Instructions for the task: In your copy of the data, include no pictures and alter nothing else.

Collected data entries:
__________
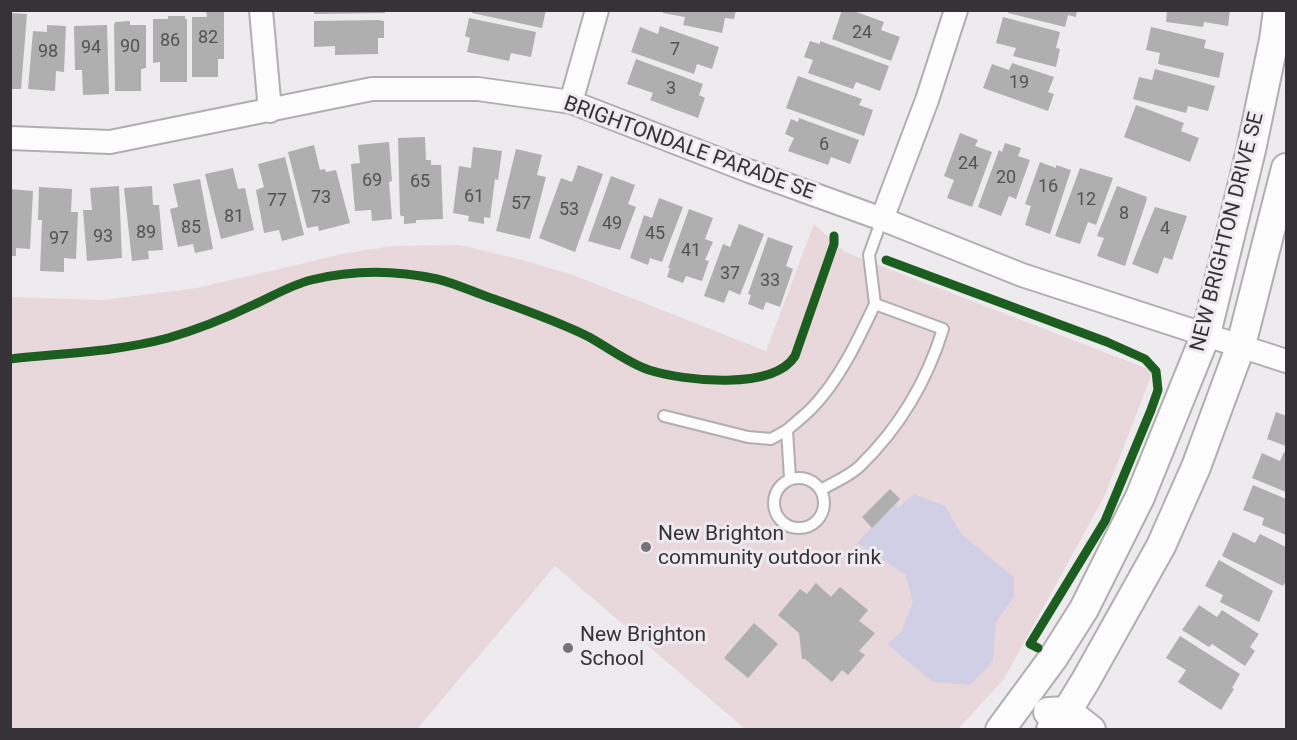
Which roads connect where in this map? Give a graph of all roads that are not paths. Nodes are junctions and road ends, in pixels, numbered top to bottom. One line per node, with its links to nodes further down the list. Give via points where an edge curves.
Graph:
1 (261, 10): 6 (street)
2 (597, 10): 5 (street)
3 (956, 10): 9 (street)
4 (1278, 10): 11 (street, NEW BRIGHTON DRIVE SE, via 1251,150)
5 (571, 102): 6 (street, BRIGHTONDALE PARADE SE, via 478,89 372,89); 9 (street, BRIGHTONDALE PARADE SE)
6 (270, 111): 7 (street, BRIGHTONDALE PARADE SE, via 110,142)
7 (10, 138)
8 (1287, 168): 12 (street, NEW BRIGHTON DRIVE SE)
9 (882, 219): 10 (lane, via 869,255); 11 (street, BRIGHTONDALE PARADE SE, via 1022,275)
10 (875, 304): 15 (lane, via 833,381 813,407); 17 (lane, via 944,329 917,393 889,433 859,467)
11 (1206, 334): 12 (street, BRIGHTONDALE PARADE SE); 19 (street, NEW BRIGHTON DRIVE SE, via 1140,497 1084,609)
12 (1241, 345): 13 (street, BRIGHTONDALE PARADE SE); 18 (street, NEW BRIGHTON DRIVE SE, via 1196,467 1161,546)
13 (1287, 360)
14 (664, 416): 15 (lane, via 771,439)
15 (787, 430): 16 (lane)
16 (790, 478): 17 (lane, via 808,478); 17 (lane, via 777,490 774,506 781,520 794,528 810,526 821,515)
17 (821, 490)
18 (1059, 720): 19 (street); 20 (street)
19 (1010, 724)
20 (1091, 729)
__________
Result for this exercise:
Which roads connect where in this map? Give a graph of all roads that are not paths. Nodes are junctions and road ends, in pixels, numbered top to bottom. One line per node, with its links to nodes further down the list. Give via points where an edge curves.
Graph:
1 (261, 10): 6 (street)
2 (597, 10): 5 (street)
3 (956, 10): 9 (street)
4 (1278, 10): 11 (street, NEW BRIGHTON DRIVE SE, via 1251,150)
5 (571, 102): 6 (street, BRIGHTONDALE PARADE SE, via 478,89 372,89); 9 (street, BRIGHTONDALE PARADE SE)
6 (270, 111): 7 (street, BRIGHTONDALE PARADE SE, via 110,142)
7 (10, 138)
8 (1287, 168): 12 (street, NEW BRIGHTON DRIVE SE)
9 (882, 219): 10 (lane, via 869,255); 11 (street, BRIGHTONDALE PARADE SE, via 1022,275)
10 (875, 304): 15 (lane, via 833,381 813,407); 17 (lane, via 944,329 917,393 889,433 859,467)
11 (1206, 334): 12 (street, BRIGHTONDALE PARADE SE); 19 (street, NEW BRIGHTON DRIVE SE, via 1140,497 1084,609)
12 (1241, 345): 13 (street, BRIGHTONDALE PARADE SE); 18 (street, NEW BRIGHTON DRIVE SE, via 1196,467 1161,546)
13 (1287, 360)
14 (664, 416): 15 (lane, via 771,439)
15 (787, 430): 16 (lane)
16 (790, 478): 17 (lane, via 808,478); 17 (lane, via 777,490 774,506 781,520 794,528 810,526 821,515)
17 (821, 490)
18 (1059, 720): 19 (street); 20 (street)
19 (1010, 724)
20 (1091, 729)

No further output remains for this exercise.